Blog URL: www.rtfm-ed.co.uk
Twitter handle: @mike_laverick
Current employer : Mike Laverick Ltd
How did you get into IT?
When I was 21 I became a teacher – just for a year. Teaching English in a UK school. I hated it. What's more the kids hated me. So I quit, and went back to live with my parents, whilst I figured out what to do with my pathetic excuse for an existence.
The week after I got home, the local University sent me a magazine for Graduates. I opened the first page – and there was an ad looking for Graduates to teach computers to newbies. It was the early 90's and folks were getting Windows 3.x and people were learning "What is a Wordprocessor?" and "What is a spreadsheet?".
I'd done a little bit of computer stuff at home. My first computer was a Sinclair ZX Spectrum in the 80s. But I hadn't really kept with it. I sold the computer for record player and guitar – and had discovered alcohol and girls (in that order… for some reason I've always had a better relationship with drink than women. Go figure…). At University the most I'd done was typed up essays using Word for DOS. During teacher training I'd been lumbered with the "IT and English" part of the curriculum mainly I was the only member of staff without grey hair. So really what I knew about computers could have easily fitted on postage stamp.
So I blagged my way through the interview and the train-the-trainer programme. The rest, as they say is history. I progressed from applications onto networks (Novell Knitware 3.11 and Microsoft Windose NT 4.) Bit later on I got into Citrix MetaFrame. By 2001 then I'd been made redundant and started my own training and consultancy company. By 2003 I was bored with Citrix whose star was already declining….

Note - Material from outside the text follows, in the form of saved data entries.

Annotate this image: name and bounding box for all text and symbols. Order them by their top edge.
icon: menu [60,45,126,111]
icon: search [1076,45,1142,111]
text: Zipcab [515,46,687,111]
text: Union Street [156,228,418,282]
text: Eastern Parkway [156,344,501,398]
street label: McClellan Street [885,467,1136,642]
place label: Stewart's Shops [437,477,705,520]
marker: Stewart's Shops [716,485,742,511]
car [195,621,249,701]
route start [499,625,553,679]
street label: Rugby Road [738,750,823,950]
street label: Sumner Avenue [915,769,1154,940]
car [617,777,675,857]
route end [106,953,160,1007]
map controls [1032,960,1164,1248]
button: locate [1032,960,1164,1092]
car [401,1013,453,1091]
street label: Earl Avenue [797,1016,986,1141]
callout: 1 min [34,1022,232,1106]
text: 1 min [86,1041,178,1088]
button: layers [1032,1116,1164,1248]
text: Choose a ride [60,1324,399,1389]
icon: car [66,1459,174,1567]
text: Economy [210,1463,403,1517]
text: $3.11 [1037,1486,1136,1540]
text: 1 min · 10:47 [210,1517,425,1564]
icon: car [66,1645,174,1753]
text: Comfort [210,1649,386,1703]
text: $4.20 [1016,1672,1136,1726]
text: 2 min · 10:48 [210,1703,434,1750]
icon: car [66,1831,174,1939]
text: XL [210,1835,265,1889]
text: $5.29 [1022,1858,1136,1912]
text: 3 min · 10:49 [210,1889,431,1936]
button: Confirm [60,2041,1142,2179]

How did you get into working with VMware and becoming a 2012 vExpert?
I was bored. For while I looked at learning Linux. But that seems more of the same stuff I'd been doing, just a different OS. This VMware thing caught my eye. I'd been using Workstation in my classes for a while, but hadn't considered it as enterprise product until I saw ESX 2.0 and VirtualCenter 1.0. VMotion blew my socks off and I spent most 2004 learning the product desperately trying to make it into the VMware Certified Instructor (VCI) programme which at the time was only open to big education businesses (HP Ed, IBM Ed) or folks in the channel (Margius, DNS Arrow etc). In the end I got lucky when a student introduced me to the EMEA Manager of Education at VMware. They were desperate for freelancers like me – as the channel couldn't keep up with demand.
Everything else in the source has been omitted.